Lady Davis Institute for Medical Research, Jewish General Hospital, Montreal, Quebec, Canada.
PLoS One. 2012;7(8):e41694. doi: 10.1371/journal.pone.0041694. Epub 2012 Aug 8.
The investigation of associations between rare genetic variants and diseases or phenotypes has two goals. Firstly, the identification of which genes or genomic regions are associated, and secondly, discrimination of associated variants from background noise within each region. Over the last few years, many new methods have been developed which associate genomic regions with phenotypes. However, classical methods for high-dimensional data have received little attention. Here we investigate whether several classical statistical methods for high-dimensional data: ridge regression (RR), principal components regression (PCR), partial least squares regression (PLS), a sparse version of PLS (SPLS), and the LASSO are able to detect associations with rare genetic variants. These approaches have been extensively used in statistics to identify the true associations in data sets containing many predictor variables.

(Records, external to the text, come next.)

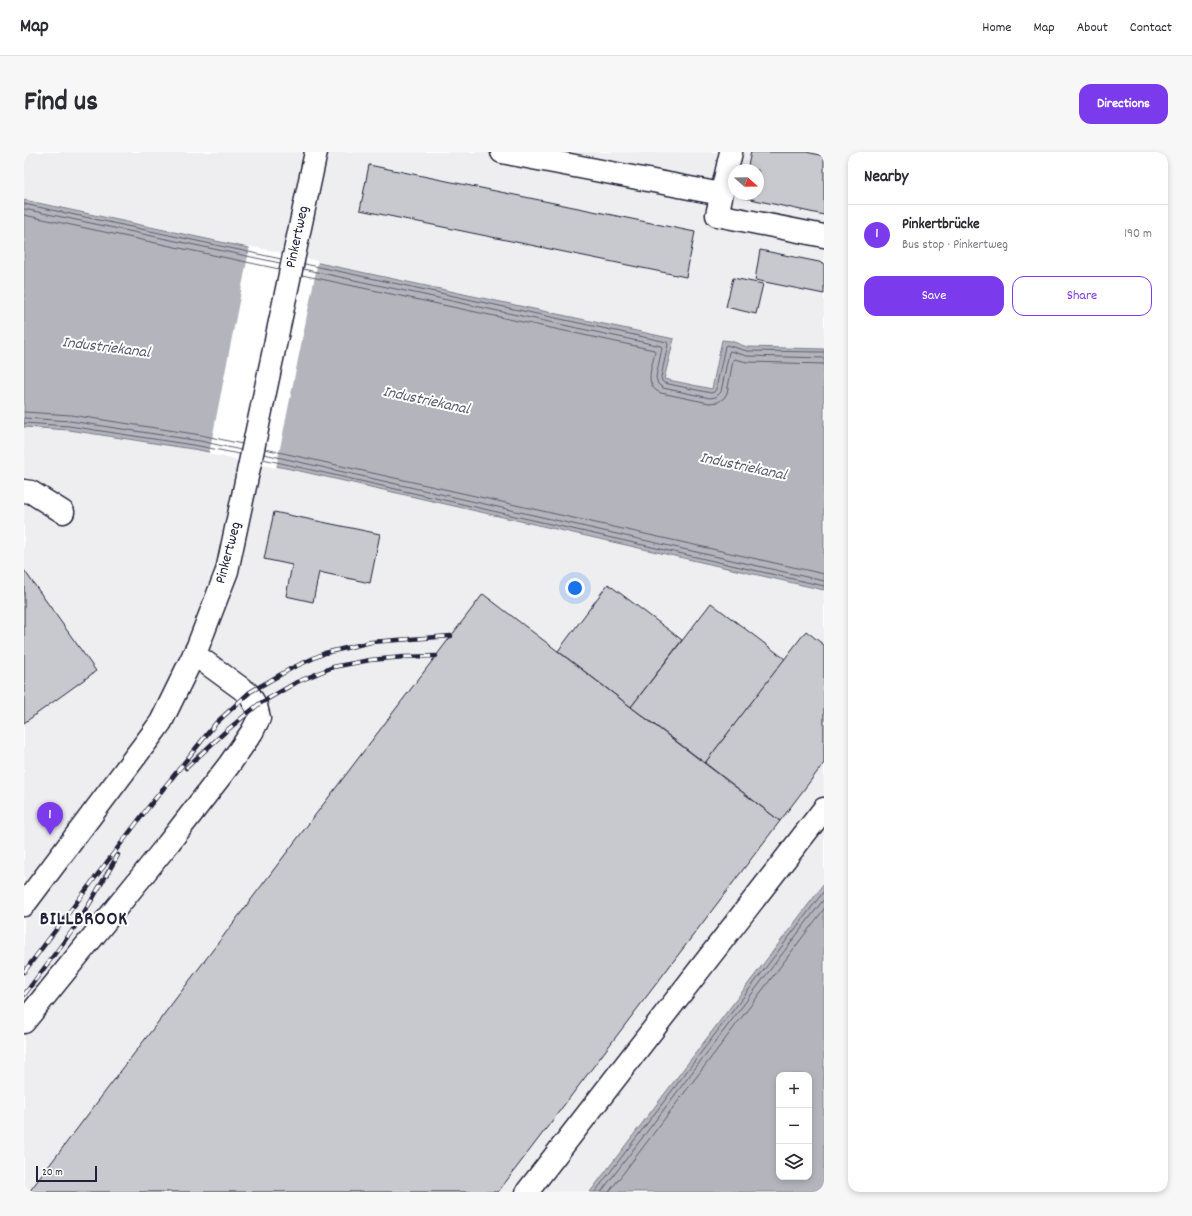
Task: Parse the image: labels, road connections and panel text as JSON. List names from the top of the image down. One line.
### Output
{"streets":{"street":["Pinkertweg"]},"districts":["BILLBROOK"],"water":["Industriekanal"],"scale_bar":"20 m","north":"right","page":{"header":"Map","nav":["Home","Map","About","Contact"],"title":"Find us","buttons":["Directions",["Save","Share"]],"heading":"Nearby","list":[{"mark":"1","name":"Pinkertbrücke","note":"Bus stop · Pinkertweg","value":"190 m"}],"pins":"1","map_buttons":["+","−"],"scale":"20 m"}}
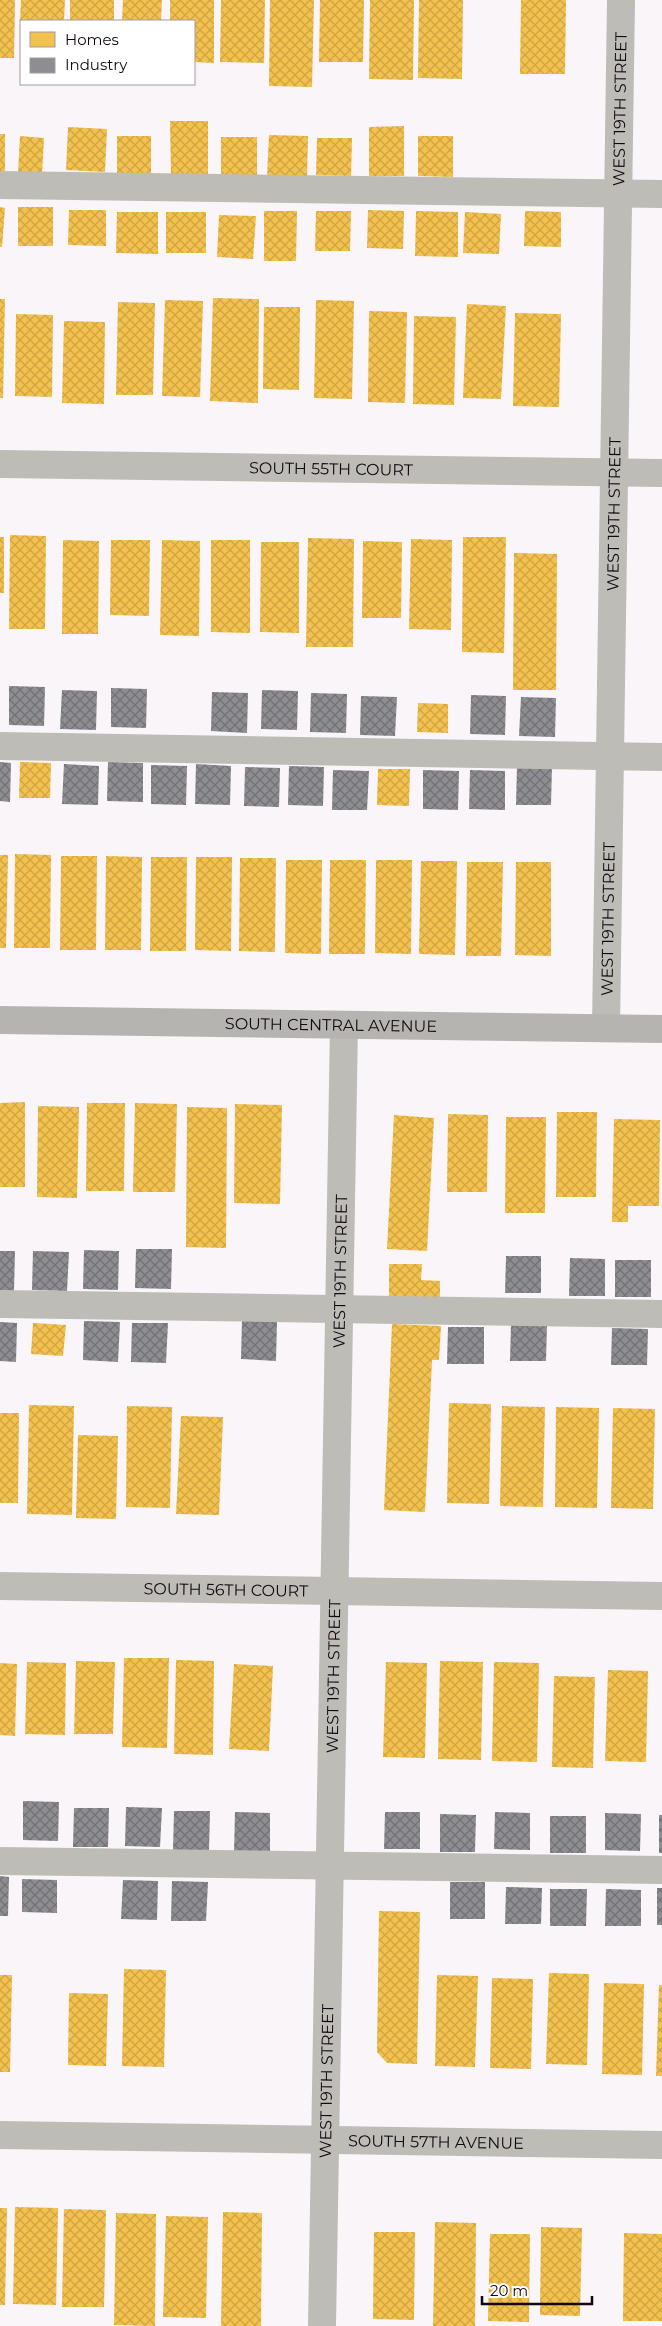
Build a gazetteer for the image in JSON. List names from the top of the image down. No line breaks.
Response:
{"streets":{"main road":["SOUTH CENTRAL AVENUE"],"street":["WEST 19TH STREET","SOUTH 55TH COURT","SOUTH 56TH COURT","SOUTH 57TH AVENUE"]},"crossings":[["WEST 19TH STREET","SOUTH 55TH COURT"],["WEST 19TH STREET","SOUTH CENTRAL AVENUE"],["WEST 19TH STREET","SOUTH 56TH COURT"],["WEST 19TH STREET","SOUTH 57TH AVENUE"]],"legend":["Homes","Industry"],"scale_bar":"20 m"}
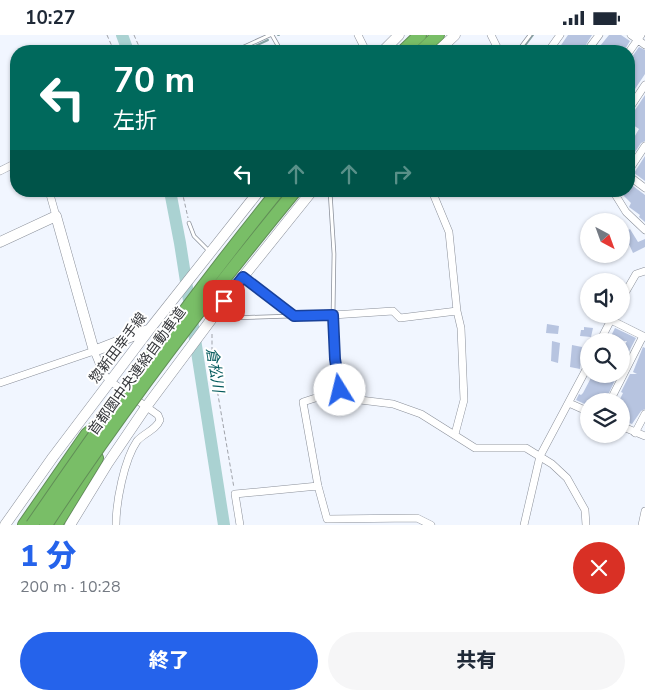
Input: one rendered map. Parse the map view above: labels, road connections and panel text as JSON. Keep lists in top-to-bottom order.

Using genetic variants identified in three genes that were Sanger sequenced in 1998 individuals, we simulated continuous phenotypes under several different models, and we show that these feature selection and feature extraction methods can substantially outperform several popular methods for rare variant analysis. Furthermore, these approaches can identify which variants are contributing most to the model fit, and therefore both goals of rare variant analysis can be achieved simultaneously with the use of regression regularization methods. These methods are briefly illustrated with an analysis of adiponectin levels and variants in the ADIPOQ gene.
对罕见遗传变异与疾病或表型之间关联的研究有两个目标。首先,确定哪些基因或基因组区域与疾病或表型相关联;其次,在每个区域内将相关变异与背景噪声区分开来。在过去的几年中,已经开发出许多新的方法来将基因组区域与表型相关联。然而,经典的高维数据方法却很少受到关注。在这里,我们研究了几种经典的高维数据统计方法:岭回归(RR)、主成分回归(PCR)、偏最小二乘回归(PLS)、PLS 的稀疏版本(SPLS)和 LASSO 是否能够检测到与罕见遗传变异的关联。这些方法在统计学中被广泛用于识别包含许多预测变量的数据集中的真实关联。我们使用在 1998 个人中进行桑格测序的三个基因中鉴定的遗传变异,模拟了几种不同模型下的连续表型,并表明这些特征选择和特征提取方法可以大大优于几种用于罕见变异分析的流行方法。此外,这些方法可以确定哪些变异对模型拟合的贡献最大,因此可以同时使用回归正则化方法来实现罕见变异分析的两个目标。我们使用脂联素水平和 ADIPOQ 基因中的变异的分析简要说明了这些方法。